To provide a clearer operational definition of GIE, we next explain how green patents, energy use, and pollution indicators are measured in detail. Green patents are identified according to the 2010 WIPO Green Inventory, which maps International Patent Classification (IPC) codes to approximately 200 environmentally relevant topics grouped into seven categories such as renewable energy, transportation, waste management, and energy saving technologies, in line with the UNFCCC guidelines. Firm level green patent data are obtained from the China National Intellectual Property Administration (CNIPA), and industry classification follows the 2017 National Bureau of Statistics standard. Energy consumption is calculated by aggregating firm level usage of water, electricity, coal, natural gas, gasoline, diesel, and centralized heating, and converting these into standard coal equivalents based on national conversion coefficients. To ensure data comparability, energy and cost indicators are deflated to constant prices using the industrial producer price index, and all variables are normalized by firm size or total assets where applicable. Pollution emissions, including COD, ammonia nitrogen, total nitrogen, total phosphorus, SO₂, NOx, and particulate matter, are standardized and combined using the entropy weighting method to construct a comprehensive environmental pollution index. This procedure ensures comparability across firms and accurately reflects both environmental impacts and regional heterogeneity.

To quantify GIE, we employ the super efficiency Slack Based Measure (SBM) model, which addresses the slackness issue inherent in traditional DEA models by incorporating slack variables into the objective function, thus enhancing measurement precision. Importantly, the model accounts for undesirable outputs such as pollution, which is crucial for capturing the environmental dimension of innovation. The general form of the super efficiency SBM model can be found in Supplementary Material.

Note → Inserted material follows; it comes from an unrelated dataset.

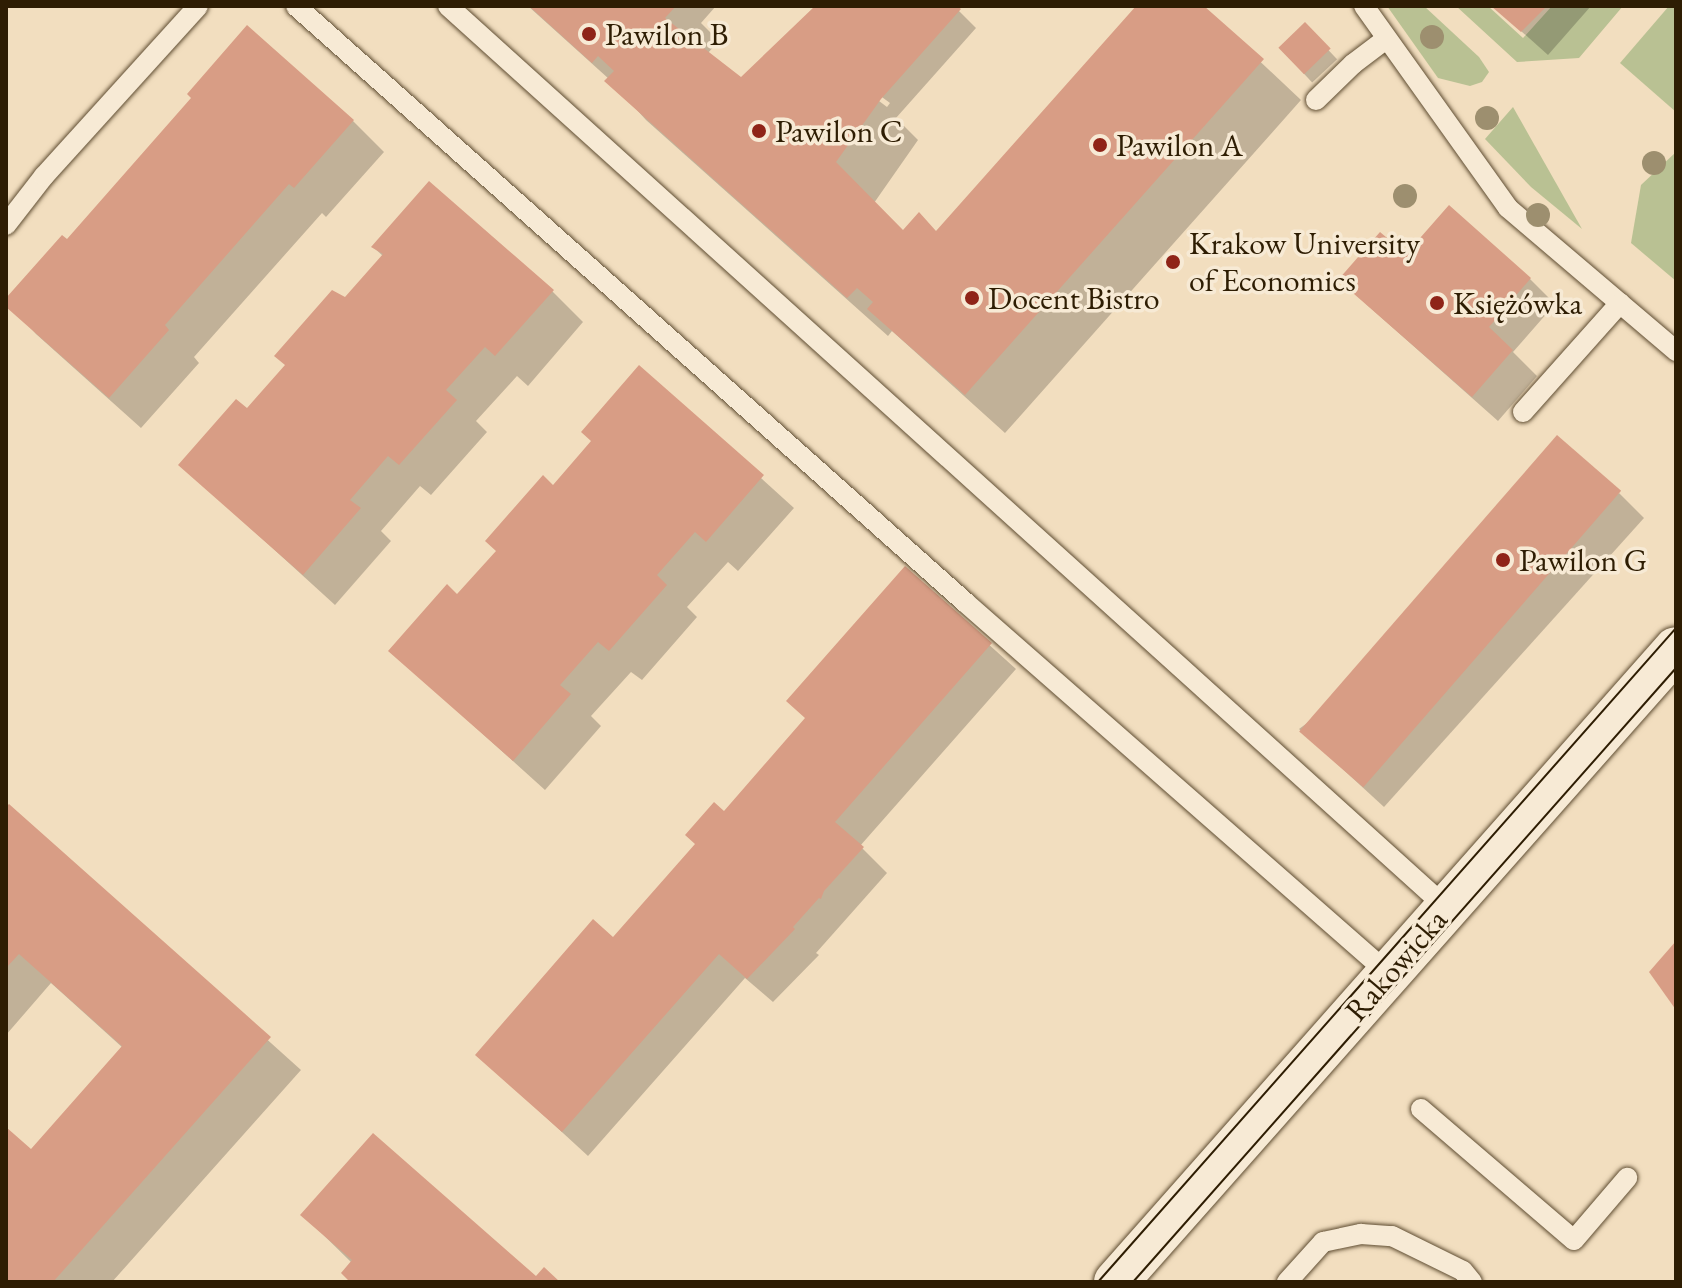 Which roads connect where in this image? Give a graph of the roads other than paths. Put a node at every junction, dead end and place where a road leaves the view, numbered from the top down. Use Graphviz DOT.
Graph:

3.1.2 Key explanatory variable

The key explanatory variable is the AIDP policy, which reflects the influence of digital initiatives on firms’ green innovation efficiency. We define a dummy variable that takes the value of one if firm i is located in city c identified by the State Council as an AIDP pilot zone in year t, and zero otherwise. Since the AIDP was gradually implemented from 2019 onwards, this staggered rollout serves as a quasi-experiment. This setting allows for a multi period DID framework that accounts for time invariant firm characteristics and common shocks, thereby enhancing the credibility of causal identification. The sample covers 2011 to 2022, ensuring an adequate window before and after policy implementation. This variable facilitates identification of whether firms in pilot cities experience greater improvements in green innovation efficiency relative to those in non-pilot cities after the policy was introduced.

3.1.3 Control variables

To address potential omitted variable bias and isolate the AIDP’s effect, we include several widely used firm and region level control variables in the green innovation literature following Mijit et al. (44). Specifically, we control for firm age by including the logarithm of firm age (Age), which may affect a firm’s innovation capacity due to accumulated knowledge and experience. To capture scale effects on innovation, we measure firm size (Size) by the logarithm of total assets. Financial risk and credit constraints are proxied by the leverage ratio (Leverage), computed as total liabilities over total assets. We further include the largest shareholder’s ownership stake (Share) to reflect ownership concentration, which may affect corporate strategies such as green investment. To account for firm level productivity differences, we control for total factor productivity (TFP). Finally, to capture regional digital infrastructure and its enabling role in green innovation, we include the provincial digitalization index (Digital). These control variables help ensure that our results are not confounded by other firm level characteristics or regional development trends that might also affect green innovation outcomes (26, 45).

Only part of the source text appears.